Three-dimensional disruption of coronal arcade fields by an emerging flux tube
S.Notoya,T.Yokoyama,K.Kusano,T.Sakurai,T.Miyagoshi,H.Isobe,T.Yamamoto
We present the results of three-dimensional numerical MHD simulations designed to model the
process of the eruption in the corona. For the initial state, we prescribe an atmosphere
that comprises a convective zone, photosphere, transition region, and corona.
As a model of magnetic fields, we locate the flux tube that is uniformly twisted
in the convective zone, and the arcade fields that are sheared relative
to the magnetic neutral line in the corona.
In our simulations, the emerging flux triggers the eruption in the following way.

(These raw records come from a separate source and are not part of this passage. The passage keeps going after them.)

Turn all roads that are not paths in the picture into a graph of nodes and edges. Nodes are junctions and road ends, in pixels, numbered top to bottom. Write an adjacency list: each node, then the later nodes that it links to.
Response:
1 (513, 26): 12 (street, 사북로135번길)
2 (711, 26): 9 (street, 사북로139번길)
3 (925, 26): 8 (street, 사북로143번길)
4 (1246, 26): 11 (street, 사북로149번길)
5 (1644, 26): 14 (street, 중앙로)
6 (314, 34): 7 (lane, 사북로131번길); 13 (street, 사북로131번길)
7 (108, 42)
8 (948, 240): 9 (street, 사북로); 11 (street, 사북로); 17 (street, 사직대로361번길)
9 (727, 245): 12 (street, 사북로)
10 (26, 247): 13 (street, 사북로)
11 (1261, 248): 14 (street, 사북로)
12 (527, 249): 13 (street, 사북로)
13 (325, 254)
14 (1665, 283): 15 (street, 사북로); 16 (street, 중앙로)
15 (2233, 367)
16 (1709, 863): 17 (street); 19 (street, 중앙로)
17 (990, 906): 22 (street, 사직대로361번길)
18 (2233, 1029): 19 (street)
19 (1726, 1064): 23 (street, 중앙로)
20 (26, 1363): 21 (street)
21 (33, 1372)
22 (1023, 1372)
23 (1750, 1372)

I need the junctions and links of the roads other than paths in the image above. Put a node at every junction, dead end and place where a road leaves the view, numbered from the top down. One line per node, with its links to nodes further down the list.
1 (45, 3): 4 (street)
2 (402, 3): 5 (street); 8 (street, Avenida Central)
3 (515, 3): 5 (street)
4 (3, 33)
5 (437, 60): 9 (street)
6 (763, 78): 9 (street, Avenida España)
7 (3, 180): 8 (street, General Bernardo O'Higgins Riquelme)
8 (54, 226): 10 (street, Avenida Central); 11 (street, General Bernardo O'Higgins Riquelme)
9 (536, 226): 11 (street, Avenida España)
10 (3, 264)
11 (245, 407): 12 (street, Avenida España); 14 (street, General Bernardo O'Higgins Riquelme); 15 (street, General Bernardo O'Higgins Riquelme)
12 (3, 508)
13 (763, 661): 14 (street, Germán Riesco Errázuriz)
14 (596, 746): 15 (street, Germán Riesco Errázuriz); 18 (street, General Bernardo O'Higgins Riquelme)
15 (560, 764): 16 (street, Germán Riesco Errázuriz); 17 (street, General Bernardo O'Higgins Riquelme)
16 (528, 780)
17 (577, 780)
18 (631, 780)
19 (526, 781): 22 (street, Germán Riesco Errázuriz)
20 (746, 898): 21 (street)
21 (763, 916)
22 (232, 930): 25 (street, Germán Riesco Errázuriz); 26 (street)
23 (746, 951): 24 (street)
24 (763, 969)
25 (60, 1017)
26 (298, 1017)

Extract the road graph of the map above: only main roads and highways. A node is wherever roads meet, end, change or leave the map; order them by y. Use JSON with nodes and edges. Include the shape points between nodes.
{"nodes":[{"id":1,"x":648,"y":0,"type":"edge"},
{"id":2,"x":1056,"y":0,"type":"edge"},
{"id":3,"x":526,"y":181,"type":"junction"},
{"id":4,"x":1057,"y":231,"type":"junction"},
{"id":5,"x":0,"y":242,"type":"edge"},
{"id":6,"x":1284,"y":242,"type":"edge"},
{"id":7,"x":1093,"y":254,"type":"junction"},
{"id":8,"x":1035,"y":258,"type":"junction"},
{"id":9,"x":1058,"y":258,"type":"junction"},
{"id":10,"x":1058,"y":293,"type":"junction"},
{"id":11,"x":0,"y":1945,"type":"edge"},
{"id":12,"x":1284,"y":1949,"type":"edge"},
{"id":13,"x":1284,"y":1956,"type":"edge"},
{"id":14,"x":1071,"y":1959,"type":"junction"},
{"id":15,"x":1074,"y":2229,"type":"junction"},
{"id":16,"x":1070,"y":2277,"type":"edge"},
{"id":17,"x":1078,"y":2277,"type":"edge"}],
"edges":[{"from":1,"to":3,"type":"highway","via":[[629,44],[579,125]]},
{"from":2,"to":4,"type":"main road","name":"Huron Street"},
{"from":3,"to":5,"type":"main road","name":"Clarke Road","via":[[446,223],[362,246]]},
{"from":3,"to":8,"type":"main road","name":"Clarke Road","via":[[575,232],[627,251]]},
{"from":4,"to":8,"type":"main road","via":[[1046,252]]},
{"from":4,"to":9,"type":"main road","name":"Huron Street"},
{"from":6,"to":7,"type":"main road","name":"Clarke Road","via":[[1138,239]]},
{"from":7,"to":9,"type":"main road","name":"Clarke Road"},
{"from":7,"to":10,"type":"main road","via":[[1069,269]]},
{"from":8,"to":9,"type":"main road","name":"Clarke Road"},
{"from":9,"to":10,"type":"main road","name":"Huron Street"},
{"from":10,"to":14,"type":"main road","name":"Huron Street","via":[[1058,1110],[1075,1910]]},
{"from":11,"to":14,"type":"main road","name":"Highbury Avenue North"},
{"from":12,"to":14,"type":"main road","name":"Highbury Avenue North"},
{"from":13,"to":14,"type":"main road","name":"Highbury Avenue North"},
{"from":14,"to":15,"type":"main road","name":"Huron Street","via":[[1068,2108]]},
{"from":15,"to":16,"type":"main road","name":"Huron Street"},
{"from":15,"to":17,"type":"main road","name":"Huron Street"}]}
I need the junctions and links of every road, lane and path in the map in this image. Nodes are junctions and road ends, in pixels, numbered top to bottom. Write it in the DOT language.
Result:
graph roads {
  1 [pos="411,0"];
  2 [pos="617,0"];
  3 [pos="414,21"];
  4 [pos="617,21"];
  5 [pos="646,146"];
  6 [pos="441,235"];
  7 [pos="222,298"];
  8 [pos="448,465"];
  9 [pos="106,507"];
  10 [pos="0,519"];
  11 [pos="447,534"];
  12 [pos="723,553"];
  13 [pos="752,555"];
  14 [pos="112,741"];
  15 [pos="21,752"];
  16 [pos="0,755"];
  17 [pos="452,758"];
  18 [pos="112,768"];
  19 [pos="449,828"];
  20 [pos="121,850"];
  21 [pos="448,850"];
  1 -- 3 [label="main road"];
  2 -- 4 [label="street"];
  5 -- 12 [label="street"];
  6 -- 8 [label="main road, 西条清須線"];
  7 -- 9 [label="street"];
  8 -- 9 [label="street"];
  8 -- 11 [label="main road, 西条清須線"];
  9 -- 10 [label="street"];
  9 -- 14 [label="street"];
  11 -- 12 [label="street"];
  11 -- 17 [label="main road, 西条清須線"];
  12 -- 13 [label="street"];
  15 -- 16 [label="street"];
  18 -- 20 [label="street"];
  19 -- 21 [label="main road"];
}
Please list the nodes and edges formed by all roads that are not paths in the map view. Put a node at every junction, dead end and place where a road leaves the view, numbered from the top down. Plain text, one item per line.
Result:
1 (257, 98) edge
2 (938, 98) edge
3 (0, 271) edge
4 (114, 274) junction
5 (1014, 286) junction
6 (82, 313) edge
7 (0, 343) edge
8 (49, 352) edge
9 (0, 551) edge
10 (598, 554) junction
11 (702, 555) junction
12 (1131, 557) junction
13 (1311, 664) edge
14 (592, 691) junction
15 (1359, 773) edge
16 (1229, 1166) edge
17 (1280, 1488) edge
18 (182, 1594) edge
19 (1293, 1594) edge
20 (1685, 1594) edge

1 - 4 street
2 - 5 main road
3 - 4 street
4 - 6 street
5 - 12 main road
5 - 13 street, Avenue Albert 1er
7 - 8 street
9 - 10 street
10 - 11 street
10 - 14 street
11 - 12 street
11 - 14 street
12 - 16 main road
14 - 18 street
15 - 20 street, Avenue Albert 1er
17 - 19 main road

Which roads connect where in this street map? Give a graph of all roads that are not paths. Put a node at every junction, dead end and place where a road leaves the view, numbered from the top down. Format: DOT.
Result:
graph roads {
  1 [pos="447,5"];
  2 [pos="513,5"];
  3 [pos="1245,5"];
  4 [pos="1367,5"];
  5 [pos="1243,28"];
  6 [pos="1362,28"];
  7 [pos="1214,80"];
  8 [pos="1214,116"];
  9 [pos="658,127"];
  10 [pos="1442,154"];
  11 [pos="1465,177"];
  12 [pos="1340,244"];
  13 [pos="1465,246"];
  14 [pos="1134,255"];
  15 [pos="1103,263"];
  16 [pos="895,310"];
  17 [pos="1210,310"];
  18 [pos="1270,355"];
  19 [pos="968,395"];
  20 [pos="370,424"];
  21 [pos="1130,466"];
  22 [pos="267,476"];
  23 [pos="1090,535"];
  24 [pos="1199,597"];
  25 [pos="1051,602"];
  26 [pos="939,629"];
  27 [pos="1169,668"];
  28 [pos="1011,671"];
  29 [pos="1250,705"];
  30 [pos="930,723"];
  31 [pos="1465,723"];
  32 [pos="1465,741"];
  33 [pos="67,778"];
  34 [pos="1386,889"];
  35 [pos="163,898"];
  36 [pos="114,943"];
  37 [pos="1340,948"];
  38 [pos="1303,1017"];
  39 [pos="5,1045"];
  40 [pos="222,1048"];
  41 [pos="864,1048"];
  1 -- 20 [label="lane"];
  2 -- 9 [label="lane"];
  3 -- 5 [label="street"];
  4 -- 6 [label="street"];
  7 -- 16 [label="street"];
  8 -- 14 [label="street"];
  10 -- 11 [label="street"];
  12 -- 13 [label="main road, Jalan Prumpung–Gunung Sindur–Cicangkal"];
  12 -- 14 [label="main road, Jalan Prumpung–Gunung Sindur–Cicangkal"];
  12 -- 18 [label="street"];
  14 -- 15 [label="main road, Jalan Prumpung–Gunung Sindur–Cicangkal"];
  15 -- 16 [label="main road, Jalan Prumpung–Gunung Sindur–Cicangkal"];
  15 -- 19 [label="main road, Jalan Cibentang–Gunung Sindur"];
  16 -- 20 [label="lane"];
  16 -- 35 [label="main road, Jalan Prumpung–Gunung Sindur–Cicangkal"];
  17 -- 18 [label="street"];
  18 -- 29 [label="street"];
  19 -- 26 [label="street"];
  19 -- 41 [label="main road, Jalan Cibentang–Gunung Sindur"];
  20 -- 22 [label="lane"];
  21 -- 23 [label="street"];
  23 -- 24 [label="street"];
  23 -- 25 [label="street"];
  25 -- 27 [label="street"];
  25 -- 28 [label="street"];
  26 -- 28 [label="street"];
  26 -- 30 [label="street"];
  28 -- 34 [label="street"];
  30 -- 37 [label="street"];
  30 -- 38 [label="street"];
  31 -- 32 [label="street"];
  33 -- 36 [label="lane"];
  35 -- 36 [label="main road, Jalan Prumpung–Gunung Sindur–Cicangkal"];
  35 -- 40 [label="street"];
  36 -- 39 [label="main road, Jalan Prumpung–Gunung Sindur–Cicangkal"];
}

First, the flux tube embedded in the convective zone moves upward when perturbed,
and reaches the photosphere, and then expands to the corona by the magnetic buoyancy.
In the process of the expansion, the coronal arcade fields are strongly deformed by
the magnetic pressure of the emerging flux, and the current sheets are made inside the
arcade fields. Then reconnection process of the arcades begins and generates strong
upward motions of the reconnected field lines of the arcades.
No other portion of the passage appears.